21. On their part, the respondents framed the following four issues: (i) Whether there was a valid contract and/or sale agreement in respect of land title number Kiganjo/Nembu/25XX; (ii) Whether the respondents are the rightful owners of land parcel number Kiganjo/ Nembu/25XX; (iii) Whether a claim of adverse possession on the part of the respondents suffices in respect of land title number Kiganjo/Nembu/25XX; and (iv) Who should bear the costs of this appeal.
22. Taking into account the grounds of appeal and the two sets of issues that were framed by the parties, the following are the key issues that fall for determination in this appeal: (i) Whether the respondents proved the existence of a valid and enforceable contract for sale of land parcel number Kiganjo/Nembu/25XX; (ii) Whether the respondents established a case for the equitable relief of specific performance; (iii) Whether the respondents proved their claim of title to land under the doctrine of adverse possession; and (iv) What order should be made in relation to costs of this appeal and costs of the suit in the trial court. Before I dispose the four issues, I will briefly outline the principle that guides this court when exercising appellate jurisdiction.

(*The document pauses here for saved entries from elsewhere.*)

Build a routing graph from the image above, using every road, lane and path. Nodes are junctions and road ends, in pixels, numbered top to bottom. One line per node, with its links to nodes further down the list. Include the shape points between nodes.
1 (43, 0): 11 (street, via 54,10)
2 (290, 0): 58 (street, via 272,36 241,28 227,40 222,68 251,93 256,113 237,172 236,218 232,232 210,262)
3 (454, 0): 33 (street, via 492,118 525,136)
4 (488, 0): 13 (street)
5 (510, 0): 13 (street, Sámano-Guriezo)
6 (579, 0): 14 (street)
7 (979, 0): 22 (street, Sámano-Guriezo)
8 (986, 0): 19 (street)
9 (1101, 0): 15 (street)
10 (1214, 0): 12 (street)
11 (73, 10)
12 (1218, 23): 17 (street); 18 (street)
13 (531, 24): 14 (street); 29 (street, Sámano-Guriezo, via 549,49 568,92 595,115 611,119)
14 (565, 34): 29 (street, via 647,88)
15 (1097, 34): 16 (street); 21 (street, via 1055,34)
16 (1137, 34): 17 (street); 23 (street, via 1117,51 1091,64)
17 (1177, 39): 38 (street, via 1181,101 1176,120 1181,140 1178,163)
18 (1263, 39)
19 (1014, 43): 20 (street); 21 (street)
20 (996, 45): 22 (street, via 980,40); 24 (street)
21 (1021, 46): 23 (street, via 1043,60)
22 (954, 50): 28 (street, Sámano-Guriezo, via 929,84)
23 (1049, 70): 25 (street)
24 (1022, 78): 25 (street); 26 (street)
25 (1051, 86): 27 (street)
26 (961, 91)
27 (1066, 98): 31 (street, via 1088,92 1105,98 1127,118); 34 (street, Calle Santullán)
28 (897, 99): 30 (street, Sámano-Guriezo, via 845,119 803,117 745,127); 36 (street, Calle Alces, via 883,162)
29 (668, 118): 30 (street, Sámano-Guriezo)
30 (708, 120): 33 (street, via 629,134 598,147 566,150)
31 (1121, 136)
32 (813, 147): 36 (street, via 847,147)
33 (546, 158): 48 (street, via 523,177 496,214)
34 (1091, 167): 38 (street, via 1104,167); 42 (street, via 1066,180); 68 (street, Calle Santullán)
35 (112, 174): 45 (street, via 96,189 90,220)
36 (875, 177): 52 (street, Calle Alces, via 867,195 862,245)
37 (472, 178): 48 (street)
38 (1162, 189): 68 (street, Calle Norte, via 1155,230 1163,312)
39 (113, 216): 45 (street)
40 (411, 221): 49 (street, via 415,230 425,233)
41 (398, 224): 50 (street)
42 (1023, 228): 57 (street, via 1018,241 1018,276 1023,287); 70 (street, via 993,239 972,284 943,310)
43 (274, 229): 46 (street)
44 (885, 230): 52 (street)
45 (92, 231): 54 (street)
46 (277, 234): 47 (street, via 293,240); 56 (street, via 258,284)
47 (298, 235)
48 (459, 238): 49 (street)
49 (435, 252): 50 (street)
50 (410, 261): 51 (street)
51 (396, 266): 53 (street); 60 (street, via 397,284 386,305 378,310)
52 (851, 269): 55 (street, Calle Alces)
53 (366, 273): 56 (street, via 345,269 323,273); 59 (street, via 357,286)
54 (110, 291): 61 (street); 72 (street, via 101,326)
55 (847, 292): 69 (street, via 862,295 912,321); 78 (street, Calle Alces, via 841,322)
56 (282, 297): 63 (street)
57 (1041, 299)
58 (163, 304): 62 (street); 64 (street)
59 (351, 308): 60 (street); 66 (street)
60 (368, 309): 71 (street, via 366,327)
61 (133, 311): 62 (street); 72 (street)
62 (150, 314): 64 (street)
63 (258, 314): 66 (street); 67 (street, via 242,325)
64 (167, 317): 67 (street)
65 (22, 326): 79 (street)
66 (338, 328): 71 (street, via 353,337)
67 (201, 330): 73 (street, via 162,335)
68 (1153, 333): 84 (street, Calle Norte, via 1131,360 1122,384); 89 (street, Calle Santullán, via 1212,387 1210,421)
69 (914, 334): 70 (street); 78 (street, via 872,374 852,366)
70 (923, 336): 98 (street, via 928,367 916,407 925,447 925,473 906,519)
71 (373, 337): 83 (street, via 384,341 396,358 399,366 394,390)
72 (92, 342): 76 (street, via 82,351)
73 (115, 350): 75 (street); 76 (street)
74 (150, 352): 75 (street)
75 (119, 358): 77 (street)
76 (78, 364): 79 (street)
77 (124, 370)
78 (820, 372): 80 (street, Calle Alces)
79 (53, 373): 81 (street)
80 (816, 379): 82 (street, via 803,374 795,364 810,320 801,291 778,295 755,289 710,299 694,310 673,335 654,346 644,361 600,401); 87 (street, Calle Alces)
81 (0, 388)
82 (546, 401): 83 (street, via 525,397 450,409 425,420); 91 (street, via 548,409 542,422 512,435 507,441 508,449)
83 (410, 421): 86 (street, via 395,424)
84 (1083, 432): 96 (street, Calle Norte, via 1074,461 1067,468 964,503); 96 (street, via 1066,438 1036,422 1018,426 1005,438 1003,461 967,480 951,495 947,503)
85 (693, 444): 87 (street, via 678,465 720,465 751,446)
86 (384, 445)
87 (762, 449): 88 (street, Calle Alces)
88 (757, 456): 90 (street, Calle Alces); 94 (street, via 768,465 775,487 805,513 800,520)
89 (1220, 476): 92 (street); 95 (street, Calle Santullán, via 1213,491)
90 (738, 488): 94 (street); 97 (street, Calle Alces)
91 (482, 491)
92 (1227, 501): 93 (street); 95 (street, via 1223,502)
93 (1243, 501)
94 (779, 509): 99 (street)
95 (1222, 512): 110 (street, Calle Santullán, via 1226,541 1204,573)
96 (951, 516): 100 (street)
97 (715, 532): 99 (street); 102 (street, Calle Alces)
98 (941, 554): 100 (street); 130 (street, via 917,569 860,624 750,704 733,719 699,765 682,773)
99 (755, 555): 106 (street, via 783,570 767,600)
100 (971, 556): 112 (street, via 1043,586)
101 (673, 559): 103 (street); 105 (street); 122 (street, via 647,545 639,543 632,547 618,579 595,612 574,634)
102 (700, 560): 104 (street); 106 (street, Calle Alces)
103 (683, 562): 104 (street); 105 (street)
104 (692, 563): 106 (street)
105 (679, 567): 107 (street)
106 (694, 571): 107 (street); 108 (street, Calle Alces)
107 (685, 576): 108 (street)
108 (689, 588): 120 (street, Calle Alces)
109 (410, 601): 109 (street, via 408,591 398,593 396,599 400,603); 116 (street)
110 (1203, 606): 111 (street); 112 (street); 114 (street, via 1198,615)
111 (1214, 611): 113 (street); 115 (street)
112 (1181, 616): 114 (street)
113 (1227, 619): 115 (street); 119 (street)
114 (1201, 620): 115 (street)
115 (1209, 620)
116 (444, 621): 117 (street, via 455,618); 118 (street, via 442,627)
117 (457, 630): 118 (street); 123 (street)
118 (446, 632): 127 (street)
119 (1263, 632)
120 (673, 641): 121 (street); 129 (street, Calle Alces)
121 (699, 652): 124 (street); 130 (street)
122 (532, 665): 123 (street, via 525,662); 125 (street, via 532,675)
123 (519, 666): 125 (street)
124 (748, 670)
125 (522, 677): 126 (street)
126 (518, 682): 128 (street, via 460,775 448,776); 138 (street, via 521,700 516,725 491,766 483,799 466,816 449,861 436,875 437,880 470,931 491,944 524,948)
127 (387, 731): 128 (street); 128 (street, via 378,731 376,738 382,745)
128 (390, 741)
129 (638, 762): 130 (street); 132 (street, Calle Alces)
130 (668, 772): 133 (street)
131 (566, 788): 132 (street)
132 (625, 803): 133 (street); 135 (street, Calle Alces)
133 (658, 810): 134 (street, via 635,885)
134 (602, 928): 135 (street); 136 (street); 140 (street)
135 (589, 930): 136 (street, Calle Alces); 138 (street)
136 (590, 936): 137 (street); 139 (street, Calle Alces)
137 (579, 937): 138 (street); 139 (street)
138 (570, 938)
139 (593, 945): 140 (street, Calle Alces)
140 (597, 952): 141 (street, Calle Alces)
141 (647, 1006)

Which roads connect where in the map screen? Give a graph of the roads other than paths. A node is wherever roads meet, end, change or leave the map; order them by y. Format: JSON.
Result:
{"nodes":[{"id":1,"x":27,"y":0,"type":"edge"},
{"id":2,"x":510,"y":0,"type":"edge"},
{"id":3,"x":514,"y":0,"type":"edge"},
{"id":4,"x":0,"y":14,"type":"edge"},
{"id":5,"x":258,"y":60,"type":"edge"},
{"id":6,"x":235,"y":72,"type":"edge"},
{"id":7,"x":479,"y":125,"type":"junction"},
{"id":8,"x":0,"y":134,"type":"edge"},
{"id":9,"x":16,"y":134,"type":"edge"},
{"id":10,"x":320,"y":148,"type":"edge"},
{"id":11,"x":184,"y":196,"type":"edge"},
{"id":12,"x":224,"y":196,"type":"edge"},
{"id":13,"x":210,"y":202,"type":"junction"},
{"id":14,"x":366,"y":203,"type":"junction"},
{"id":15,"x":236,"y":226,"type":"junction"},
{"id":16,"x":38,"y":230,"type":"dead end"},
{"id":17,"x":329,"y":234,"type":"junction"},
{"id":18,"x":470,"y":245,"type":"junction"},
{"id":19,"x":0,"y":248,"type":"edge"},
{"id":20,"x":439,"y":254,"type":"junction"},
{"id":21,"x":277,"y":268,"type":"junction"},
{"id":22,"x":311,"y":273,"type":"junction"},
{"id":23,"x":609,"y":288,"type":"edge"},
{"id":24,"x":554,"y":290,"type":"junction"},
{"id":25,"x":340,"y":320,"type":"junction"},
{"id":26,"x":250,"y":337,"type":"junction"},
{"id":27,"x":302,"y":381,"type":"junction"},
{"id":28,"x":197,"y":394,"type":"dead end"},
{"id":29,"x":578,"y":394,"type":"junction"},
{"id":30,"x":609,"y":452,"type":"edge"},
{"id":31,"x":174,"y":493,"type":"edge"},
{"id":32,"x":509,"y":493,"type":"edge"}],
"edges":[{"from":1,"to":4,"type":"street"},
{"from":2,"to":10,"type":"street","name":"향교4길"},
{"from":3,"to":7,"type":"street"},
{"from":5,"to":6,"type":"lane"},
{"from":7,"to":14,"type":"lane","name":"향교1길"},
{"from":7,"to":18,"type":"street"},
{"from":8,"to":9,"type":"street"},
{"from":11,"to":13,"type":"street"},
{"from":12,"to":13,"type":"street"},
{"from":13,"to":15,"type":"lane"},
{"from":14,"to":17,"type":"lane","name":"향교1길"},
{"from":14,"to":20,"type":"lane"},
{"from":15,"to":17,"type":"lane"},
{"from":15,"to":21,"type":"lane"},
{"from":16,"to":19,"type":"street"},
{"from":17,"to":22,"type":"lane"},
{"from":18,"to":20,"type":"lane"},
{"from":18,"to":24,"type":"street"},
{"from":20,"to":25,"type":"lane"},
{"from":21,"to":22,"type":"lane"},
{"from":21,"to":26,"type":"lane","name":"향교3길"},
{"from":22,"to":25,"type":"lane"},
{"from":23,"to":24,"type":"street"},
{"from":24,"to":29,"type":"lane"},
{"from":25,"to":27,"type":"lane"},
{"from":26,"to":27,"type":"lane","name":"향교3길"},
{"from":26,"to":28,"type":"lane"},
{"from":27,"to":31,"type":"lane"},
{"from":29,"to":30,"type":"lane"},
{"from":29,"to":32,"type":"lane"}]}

23. This is a first appeal. The principle upon which a first appellate court exercises jurisdiction is well settled. The task of the first appellate court was summarized by the Court of Appeal in the case of Susan Munyi v Keshar Shiani [2013] eKLR as follows:“As a first appellate court our duty of course is to approach the whole of the evidence on record from a fresh perspective and with an open mind. We are to analyze, evaluate, assess, weigh, interrogate and scrutinize all of the evidence and arrive at our own independent conclusions.”
24. The above principle was similarly outlined in Abok James Odera t/a A. J Odera & Associates v John Patrick Machira t/a Machira & Co Advocates [2013] eKLR as follows:“This being a first appeal, we are reminded of our primary role as a first appellate court, namely, to re-evaluate, re-assess and re-analyse the extracts on the record and then determine whether the conclusions reached by the learned trial judge are to stand or not and give reasons either way.”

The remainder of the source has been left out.